The first step to get over an addiction is admitting it!!! :beer:


----------



## Jeff Zierden (Jan 27, 2006)

We take a trip every year to northern Nodak to hunt strictly snow geese. We shoot plenty dark geese here in MN and it is a nice change of pace. Also, it is a much bigger challenge to consistantly decoy snows and blues compared to darks. I can't wait to go this fall. We will have a new spread of 300 GHG snows and blues to hunt over. It should be awesome with all the juvies this fall. The spread should look great around pasture ponds next spring also.


----------



## snowkiller (Mar 19, 2005)

SHEET I 
LOVE THIS GAME


----------



## Invector (Jan 13, 2006)

Thats the bird I look for in the fall, thats why I got a 10g. I hunt very limited in the spring but manage to get out there a few times after them.


----------



## WingedShooter7 (Oct 28, 2005)

lets put it this way if i could hunt snows i would......but....theres not to many in SD at least the western part of the state.


----------



## BandHunter (Dec 17, 2003)

There could be 10,000 canadians in one field, and across the road there could be 2 lonley snow geese.. And 10 out of 10 times I would hunt the snows.. That is an addiction...
Bandhunter


----------



## h2ofwlr (Feb 6, 2004)

Oh my God! You are hopelessly addicted!!! :bop:

Sorry but I would go for the Honks. :beer: But set out 30 S&B to the side for in case those 2 decided to join us dd:


----------



## nodakoutdoors.com (Feb 27, 2002)

BandHunter said:


> There could be 10,000 canadians in one field, and across the road there could be 2 lonley snow geese.. And 10 out of 10 times I would hunt the snows.. That is an addiction...
> Bandhunter


We used to setup for snows when there was only around 500-1000 around in the fall and we couldn't gloss ONE juvy. Yup, gluttons for punishment. We racked up quite a few goose eggs in the early 90's when the hatch was really bad. The love/hate relationship continues...... 8)


----------



## ztrain (Jul 26, 2006)

Spring of this year was my first spring snow goose hunt. I have plans already made but since I live in Washington State I have to go with a guide. Having over a 1000 decoys with the best on the market e-caller would just be too much for me here in dark goose country. Nice to see other's taking waterfowl with a passion since I am surrounded by horn hunters. They think I am crazy to drive 1200 miles one way for a few days of hunting snows. We have very few snows in eastern Washington and in my 20 years of hunting in this state I have only had one group land for me. My buddy who was not with me that day has hunted 30 years has never shot at a snow and he hunts more than I do and has a really good score for past seasons on public land. So it was a real treat to see what all this spring hunting fuss was all about. I think he was a little jelous he couldn't go after I told him about an 80 bird day.


----------



## Goose Huntin' Machine (May 8, 2005)

Looks like I am the only lame-o here that only chases them in the fall 

I live in Kalifornia, so we cannot hunt them in the spring. Also, we have a 4 bird limit. When I go out with friends, they all target specks and I am the only one shooting the snows out of a mixed flock. Now I live back in So. Cali after graduating college, so to target the white bird again I have to drive to Sacramento again 

I venture to say that I am addicted; about 700 sillosocks, couple dozen FB's, and a couple dozen shells all to myself.

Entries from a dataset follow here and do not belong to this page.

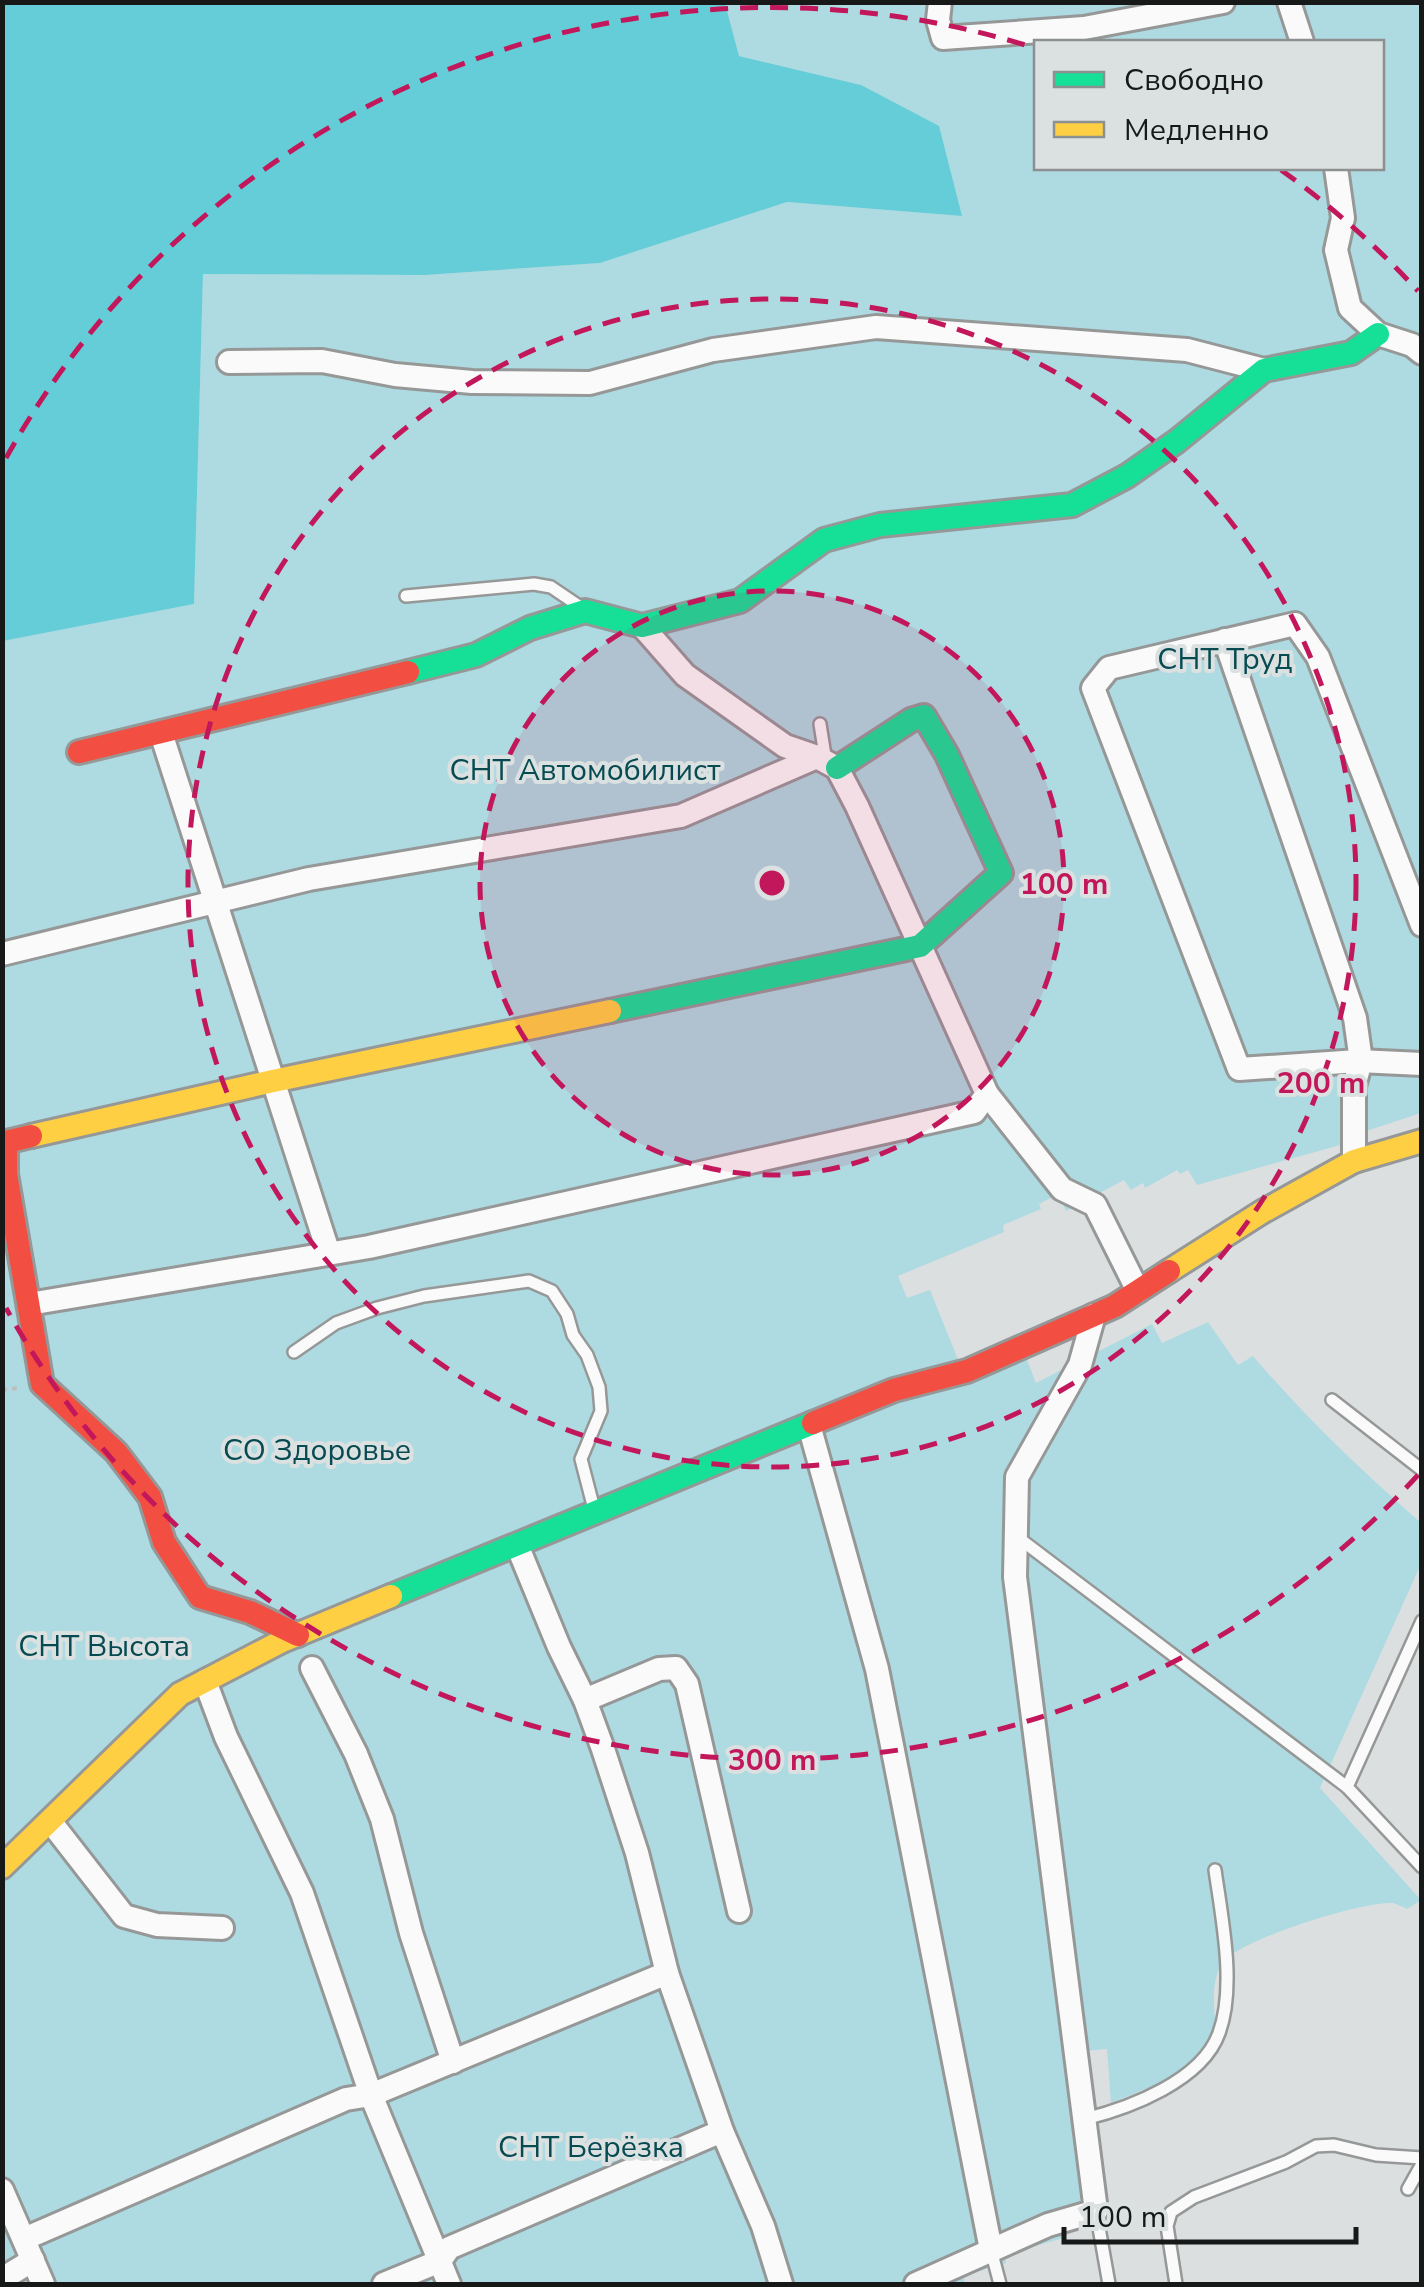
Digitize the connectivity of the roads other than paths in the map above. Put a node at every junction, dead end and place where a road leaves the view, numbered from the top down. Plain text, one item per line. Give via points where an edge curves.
1 (940, 2) edge
2 (1224, 2) edge
3 (1289, 2) edge
4 (1301, 40) edge
5 (1336, 170) edge
6 (1378, 334) junction
7 (1422, 353) edge
8 (228, 362) dead end
9 (1264, 370) junction
10 (406, 596) dead end
11 (585, 611) junction
12 (642, 626) junction
13 (1226, 640) junction
14 (820, 724) dead end
15 (160, 734) junction
16 (79, 752) dead end
17 (827, 763) junction
18 (217, 902) junction
19 (1422, 925) edge
20 (920, 946) junction
21 (2, 954) edge
22 (1361, 1060) junction
23 (1422, 1064) edge
24 (273, 1081) junction
25 (986, 1094) junction
26 (1422, 1140) edge
27 (1354, 1161) junction
28 (329, 1254) junction
29 (1138, 1292) junction
30 (29, 1304) junction
31 (1094, 1315) junction
32 (294, 1352) dead end
33 (1332, 1400) dead end
34 (809, 1424) junction
35 (1422, 1470) edge
36 (595, 1513) junction
37 (1016, 1536) junction
38 (517, 1545) junction
39 (1422, 1621) edge
40 (298, 1635) junction
41 (312, 1668) dead end
42 (205, 1681) junction
43 (585, 1700) junction
44 (1347, 1787) junction
45 (50, 1821) junction
46 (1422, 1866) edge
47 (2, 1867) edge
48 (1216, 1870) dead end
49 (740, 1911) dead end
50 (222, 1928) dead end
51 (667, 1973) junction
52 (454, 2062) junction
53 (371, 2095) junction
54 (1085, 2118) junction
55 (722, 2131) junction
56 (1422, 2161) edge
57 (1408, 2189) dead end
58 (2, 2190) edge
59 (1096, 2211) junction
60 (28, 2249) junction
61 (992, 2250) junction
62 (440, 2261) junction
63 (2, 2280) edge
64 (44, 2284) edge
65 (384, 2284) edge
66 (450, 2284) edge
67 (780, 2284) edge
68 (920, 2284) edge
69 (1000, 2284) edge
70 (1109, 2284) edge
71 (1176, 2284) edge

1 - 2 street via 943,38 1084,28
3 - 4 street
5 - 6 street via 1343,218 1336,250 1350,308
6 - 7 street
6 - 9 street via 1351,353
8 - 9 street via 322,360 472,382 590,384 713,350 876,327 1187,350
9 - 12 street via 1177,441 1072,505 880,525 824,540 740,600
10 - 11 lane via 534,584 551,587
11 - 12 street
11 - 15 street via 476,655
12 - 17 street via 685,675 785,746
13 - 19 street via 1294,624 1318,657
13 - 22 street via 1355,1018
13 - 22 street via 1109,668 1093,688 1239,1069
14 - 17 lane
15 - 16 street
15 - 18 street
17 - 18 street via 681,816
17 - 20 street
17 - 20 street via 924,716 947,755 1002,873
18 - 21 street
18 - 24 street
20 - 24 street
20 - 25 street
22 - 23 street
22 - 27 street via 1354,1086
24 - 28 street
24 - 30 street via 6,1142
25 - 28 street via 974,1112
25 - 29 street via 1062,1190 1095,1205
26 - 27 street
27 - 29 street
28 - 30 street
29 - 31 street
30 - 40 street via 42,1384 116,1452 150,1497 164,1542 200,1597
31 - 34 street via 967,1371 894,1390
31 - 37 street via 1080,1365 1017,1478
32 - 36 lane via 336,1323 424,1296 528,1281 552,1291 600,1388 601,1412 581,1459
33 - 35 lane
34 - 36 street
34 - 61 street via 877,1669
36 - 38 street
37 - 44 lane
37 - 54 street
38 - 40 street
38 - 43 street
39 - 44 lane
40 - 42 street
41 - 52 street via 382,1820
42 - 45 street via 180,1694
42 - 53 street via 302,1893
43 - 49 street via 676,1668 687,1684
43 - 51 street via 637,1853
44 - 46 lane
45 - 47 street
45 - 50 street via 124,1916 156,1925
48 - 54 lane via 1226,1984 1219,2033 1205,2058 1168,2086 1120,2110
51 - 52 street
51 - 55 street
52 - 53 street
53 - 60 street via 346,2099
53 - 62 street
54 - 59 street
55 - 62 street via 448,2248
55 - 67 street
56 - 57 lane
56 - 71 lane via 1316,2146 1194,2197 1171,2212 1167,2226
58 - 60 street
59 - 61 street
59 - 70 lane
60 - 63 street
60 - 64 street
61 - 68 street
61 - 69 lane
62 - 65 street
62 - 66 street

It's too bad I do not live in the midwest....yet!

Jeff Given


----------



## Leo Porcello (Jul 10, 2003)

The more I hunt them the more and more I fall in love with them. Just something about them. I love/hate surprises and it just seems like a new surprise everytime I hunt them. I think they have stolen my heart!!


----------



## Decoyer (Mar 2, 2002)

I never considered myself hard core until I got my cow cutout this spring....


----------



## djleye (Nov 14, 2002)

Man Zach, Why you wanna talk about GB3's girlfriend like that!!!!
:lol: :lol: :lol:


----------



## Mossy835 (Aug 27, 2006)

Winter and Spring hunts I'm there...Can't get enough of it


----------



## gooseman007 (Dec 5, 2005)

I enjoy trying to fool a flock of snows whether it be fall or spring..I enjoy the spring more as the electronic callers and several hundred decoys add to the excitement. Not to mention the close encounters one can have with mallards and canadas while spring snow goose hunting. How many times have you said, " Why don't ducks and canadas come in like this in the fall?"


----------



## HonkerExpress (Sep 23, 2005)

Don't get me wrong, I don't mind shooting sky carp every now and then. The only problem I have with hunting them little rats with wings is this. After I get done hunting them, I can hear em while I am trying to sleep. I get that noise stuck in my head for days. VERY VERY ANNOYING. If I could choose between Honkers and Sky Carp, I would say Honkers, lol. Hense the name. lol.


----------



## Snow Hunter (Nov 16, 2004)

HonkerExpress said:


> Don't get me wrong, I don't mind shooting sky carp every now and then. The only problem I have with hunting them little rats with wings is this. After I get done hunting them, I can hear em while I am trying to sleep. I get that noise stuck in my head for days. VERY VERY ANNOYING. If I could choose between Honkers and Sky Carp, I would say Honkers, lol. Hense the name. lol.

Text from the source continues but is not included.